**TRY IT:** Leaving out all images, return the entries below exactly.

[INFORMATION SUPPLIED Boundary: Start]

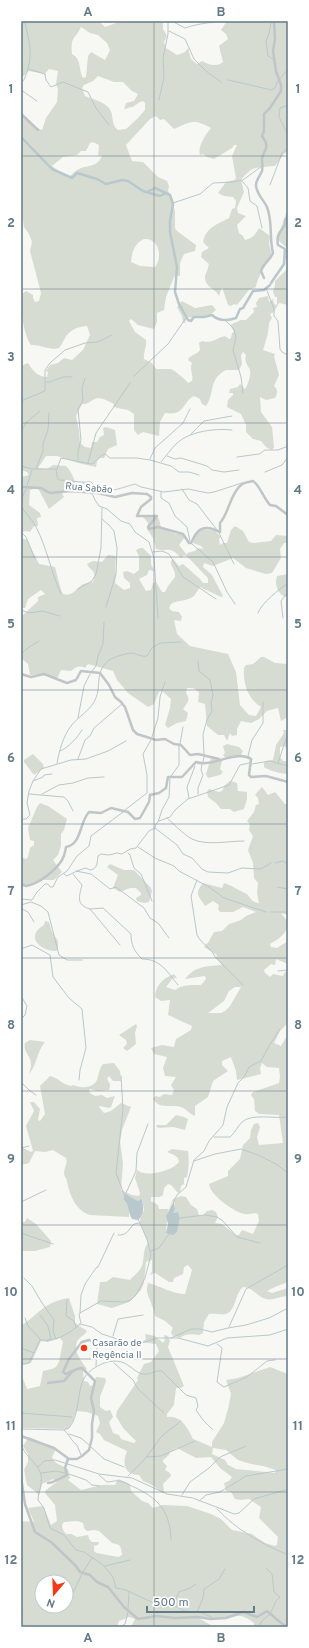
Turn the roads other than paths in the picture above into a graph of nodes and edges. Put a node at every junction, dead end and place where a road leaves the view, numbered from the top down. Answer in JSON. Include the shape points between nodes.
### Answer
{"nodes":[{"id":1,"x":274,"y":21,"type":"edge"},
{"id":2,"x":21,"y":114,"type":"edge"},
{"id":3,"x":38,"y":130,"type":"dead end"},
{"id":4,"x":264,"y":278,"type":"dead end"},
{"id":5,"x":21,"y":487,"type":"edge"},
{"id":6,"x":288,"y":515,"type":"edge"},
{"id":7,"x":21,"y":674,"type":"edge"},
{"id":8,"x":219,"y":760,"type":"junction"},
{"id":9,"x":288,"y":782,"type":"edge"},
{"id":10,"x":21,"y":884,"type":"edge"},
{"id":11,"x":102,"y":1347,"type":"dead end"},
{"id":12,"x":72,"y":1371,"type":"junction"},
{"id":13,"x":48,"y":1383,"type":"dead end"},
{"id":14,"x":21,"y":1436,"type":"edge"},
{"id":15,"x":68,"y":1459,"type":"junction"},
{"id":16,"x":21,"y":1477,"type":"edge"},
{"id":17,"x":48,"y":1484,"type":"dead end"},
{"id":18,"x":288,"y":1627,"type":"edge"}],
"edges":[{"from":1,"to":4,"type":"street","via":[[273,52],[281,91],[264,114],[262,136],[267,150],[262,159],[262,172],[256,180],[258,195],[267,207],[271,223],[272,253],[262,267]]},
{"from":2,"to":3,"type":"street"},
{"from":5,"to":6,"type":"street","name":"Rua Sabäo","via":[[41,488],[50,493],[70,491],[115,497],[132,493],[147,494],[150,499],[137,515],[157,516],[149,529],[158,527],[183,534],[189,543],[200,530],[213,528],[220,532],[220,523],[242,484],[256,482],[264,499]]},
{"from":7,"to":8,"type":"street","via":[[31,677],[44,674],[67,683],[76,680],[81,671],[100,673],[121,702],[137,734],[181,745],[190,755],[198,754]]},
{"from":8,"to":9,"type":"street","via":[[237,755],[249,757],[251,777],[267,776]]},
{"from":8,"to":10,"type":"street","via":[[196,762],[182,777],[168,777],[166,788],[150,795],[148,804],[139,818],[135,819],[127,811],[112,808],[102,813],[90,812],[75,843],[65,849],[65,855],[60,863],[46,877],[26,886]]},
{"from":11,"to":12,"type":"street","via":[[89,1340],[81,1343],[69,1359],[64,1372],[66,1374]]},
{"from":12,"to":13,"type":"street","via":[[64,1380]]},
{"from":12,"to":15,"type":"street","via":[[83,1368],[96,1382],[92,1398],[94,1413],[90,1447],[78,1458]]},
{"from":14,"to":15,"type":"street","via":[[54,1448]]},
{"from":15,"to":17,"type":"street","via":[[65,1468],[68,1475]]},
{"from":16,"to":18,"type":"street","via":[[25,1504],[35,1532],[51,1542],[79,1572],[90,1575],[108,1587],[124,1607],[138,1619],[156,1616],[226,1618],[243,1612],[257,1617],[267,1611]]}]}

[INFORMATION SUPPLIED Boundary: End]

**ANSWER BELOW:**
Turn the roads other than paths in the picture above into a graph of nodes and edges. Put a node at every junction, dead end and place where a road leaves the view, numbered from the top down. Answer in JSON. Include the shape points between nodes.
### Answer
{"nodes":[{"id":1,"x":274,"y":21,"type":"edge"},
{"id":2,"x":21,"y":114,"type":"edge"},
{"id":3,"x":38,"y":130,"type":"dead end"},
{"id":4,"x":264,"y":278,"type":"dead end"},
{"id":5,"x":21,"y":487,"type":"edge"},
{"id":6,"x":288,"y":515,"type":"edge"},
{"id":7,"x":21,"y":674,"type":"edge"},
{"id":8,"x":219,"y":760,"type":"junction"},
{"id":9,"x":288,"y":782,"type":"edge"},
{"id":10,"x":21,"y":884,"type":"edge"},
{"id":11,"x":102,"y":1347,"type":"dead end"},
{"id":12,"x":72,"y":1371,"type":"junction"},
{"id":13,"x":48,"y":1383,"type":"dead end"},
{"id":14,"x":21,"y":1436,"type":"edge"},
{"id":15,"x":68,"y":1459,"type":"junction"},
{"id":16,"x":21,"y":1477,"type":"edge"},
{"id":17,"x":48,"y":1484,"type":"dead end"},
{"id":18,"x":288,"y":1627,"type":"edge"}],
"edges":[{"from":1,"to":4,"type":"street","via":[[273,52],[281,91],[264,114],[262,136],[267,150],[262,159],[262,172],[256,180],[258,195],[267,207],[271,223],[272,253],[262,267]]},
{"from":2,"to":3,"type":"street"},
{"from":5,"to":6,"type":"street","name":"Rua Sabäo","via":[[41,488],[50,493],[70,491],[115,497],[132,493],[147,494],[150,499],[137,515],[157,516],[149,529],[158,527],[183,534],[189,543],[200,530],[213,528],[220,532],[220,523],[242,484],[256,482],[264,499]]},
{"from":7,"to":8,"type":"street","via":[[31,677],[44,674],[67,683],[76,680],[81,671],[100,673],[121,702],[137,734],[181,745],[190,755],[198,754]]},
{"from":8,"to":9,"type":"street","via":[[237,755],[249,757],[251,777],[267,776]]},
{"from":8,"to":10,"type":"street","via":[[196,762],[182,777],[168,777],[166,788],[150,795],[148,804],[139,818],[135,819],[127,811],[112,808],[102,813],[90,812],[75,843],[65,849],[65,855],[60,863],[46,877],[26,886]]},
{"from":11,"to":12,"type":"street","via":[[89,1340],[81,1343],[69,1359],[64,1372],[66,1374]]},
{"from":12,"to":13,"type":"street","via":[[64,1380]]},
{"from":12,"to":15,"type":"street","via":[[83,1368],[96,1382],[92,1398],[94,1413],[90,1447],[78,1458]]},
{"from":14,"to":15,"type":"street","via":[[54,1448]]},
{"from":15,"to":17,"type":"street","via":[[65,1468],[68,1475]]},
{"from":16,"to":18,"type":"street","via":[[25,1504],[35,1532],[51,1542],[79,1572],[90,1575],[108,1587],[124,1607],[138,1619],[156,1616],[226,1618],[243,1612],[257,1617],[267,1611]]}]}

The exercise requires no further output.